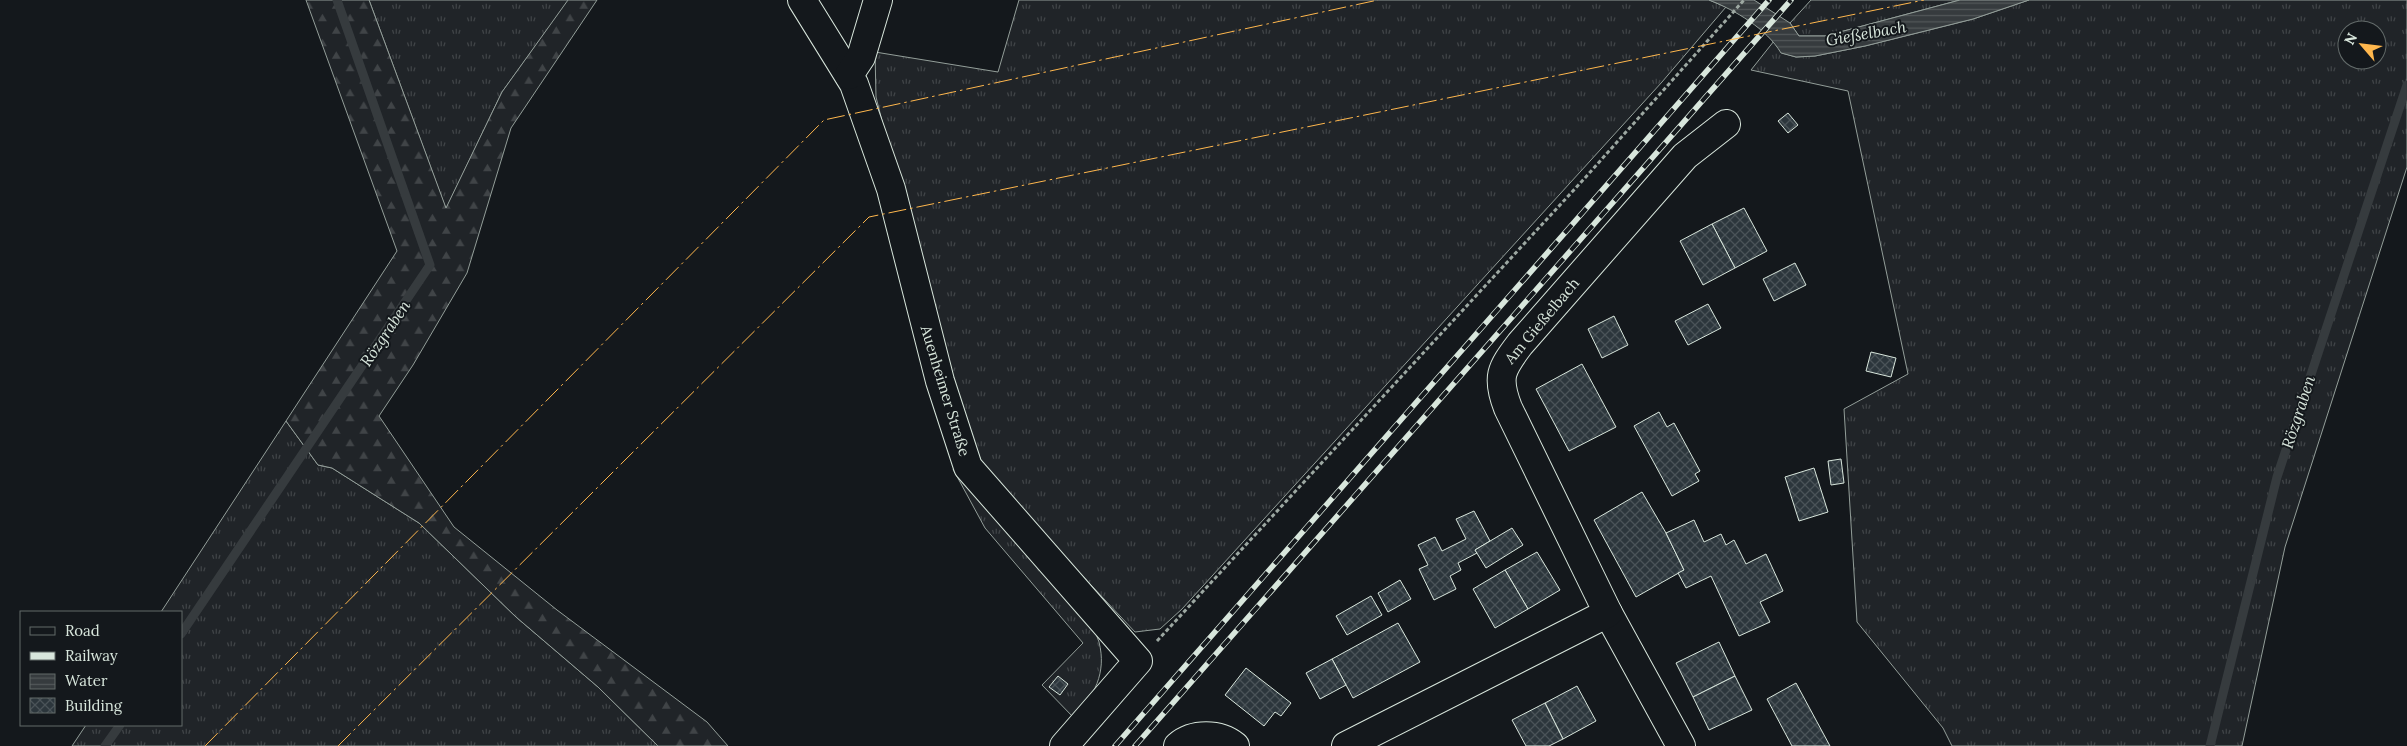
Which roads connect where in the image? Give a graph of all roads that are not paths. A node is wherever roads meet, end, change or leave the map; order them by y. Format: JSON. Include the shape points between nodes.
{"nodes":[{"id":1,"x":802,"y":0,"type":"edge"},
{"id":2,"x":878,"y":0,"type":"edge"},
{"id":3,"x":849,"y":75,"type":"junction"},
{"id":4,"x":1726,"y":124,"type":"dead end"},
{"id":5,"x":1608,"y":613,"type":"junction"},
{"id":6,"x":1064,"y":746,"type":"edge"},
{"id":7,"x":1178,"y":746,"type":"edge"},
{"id":8,"x":1235,"y":746,"type":"edge"},
{"id":9,"x":1346,"y":746,"type":"edge"},
{"id":10,"x":1680,"y":746,"type":"edge"}],
"edges":[{"from":1,"to":3,"type":"street","name":"Auenheimer Straße"},
{"from":2,"to":3,"type":"street","via":[[861,58]]},
{"from":3,"to":6,"type":"street","name":"Auenheimer Straße","via":[[891,189],[940,381],[968,468],[1138,661]]},
{"from":4,"to":5,"type":"street","name":"Am Gießelbach","via":[[1685,156],[1504,366],[1501,384],[1508,408]]},
{"from":5,"to":9,"type":"street"},
{"from":5,"to":10,"type":"street","name":"Am Gießelbach"},
{"from":7,"to":8,"type":"street","via":[[1186,740],[1207,735],[1230,741]]}]}
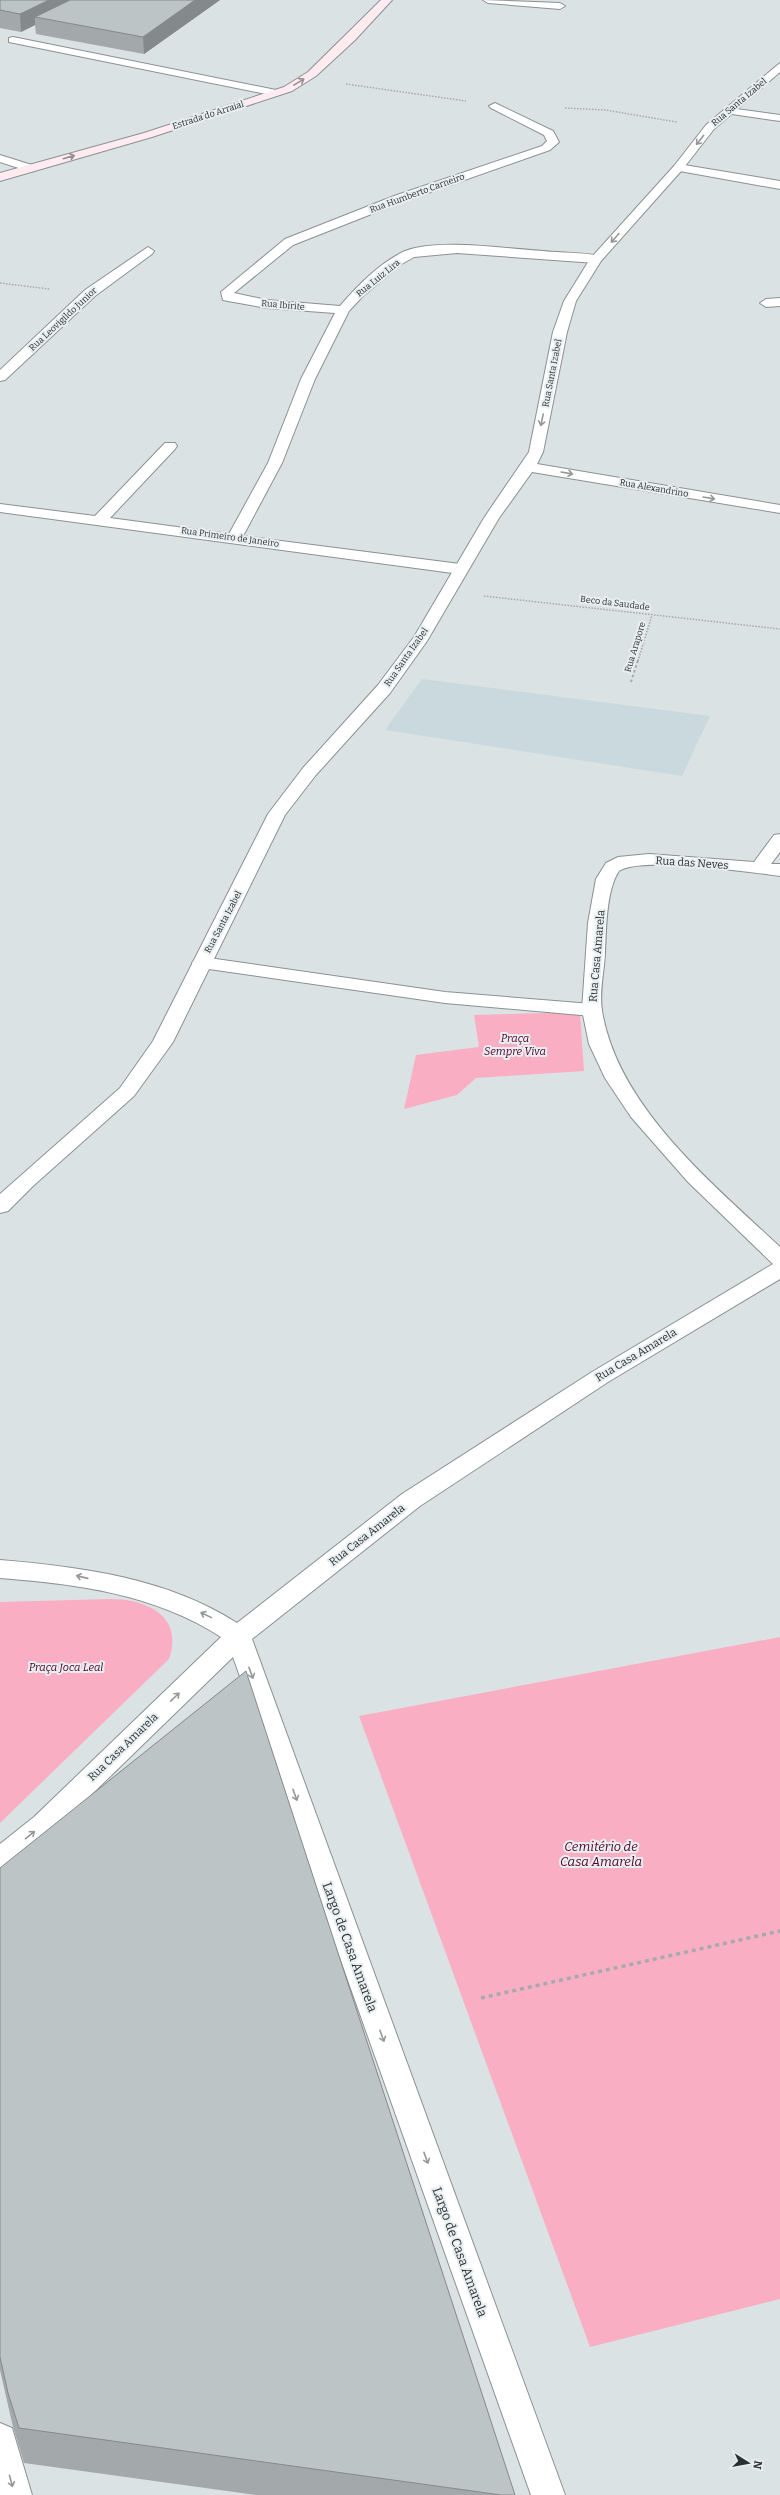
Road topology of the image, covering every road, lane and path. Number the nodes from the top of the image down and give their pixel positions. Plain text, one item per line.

□ □ □ □ □

> _What is needed_
Would it be possible to reproduce the material word for word, images omitted?

> _Solution_
Which roads connect where in the image? Give a graph of all roads that are not paths. A node is wherever roads meet, end, change or leave the map; order them by y. Format: JSON. Include the shape points between nodes.
{"nodes":[{"id":1,"x":802,"y":0,"type":"edge"},
{"id":2,"x":878,"y":0,"type":"edge"},
{"id":3,"x":849,"y":75,"type":"junction"},
{"id":4,"x":1726,"y":124,"type":"dead end"},
{"id":5,"x":1608,"y":613,"type":"junction"},
{"id":6,"x":1064,"y":746,"type":"edge"},
{"id":7,"x":1178,"y":746,"type":"edge"},
{"id":8,"x":1235,"y":746,"type":"edge"},
{"id":9,"x":1346,"y":746,"type":"edge"},
{"id":10,"x":1680,"y":746,"type":"edge"}],
"edges":[{"from":1,"to":3,"type":"street","name":"Auenheimer Straße"},
{"from":2,"to":3,"type":"street","via":[[861,58]]},
{"from":3,"to":6,"type":"street","name":"Auenheimer Straße","via":[[891,189],[940,381],[968,468],[1138,661]]},
{"from":4,"to":5,"type":"street","name":"Am Gießelbach","via":[[1685,156],[1504,366],[1501,384],[1508,408]]},
{"from":5,"to":9,"type":"street"},
{"from":5,"to":10,"type":"street","name":"Am Gießelbach"},
{"from":7,"to":8,"type":"street","via":[[1186,740],[1207,735],[1230,741]]}]}
Road topology of the image, covering every road, lane and path. Number the nodes from the top of the image down and give their pixel positions. Plain text, one item per line.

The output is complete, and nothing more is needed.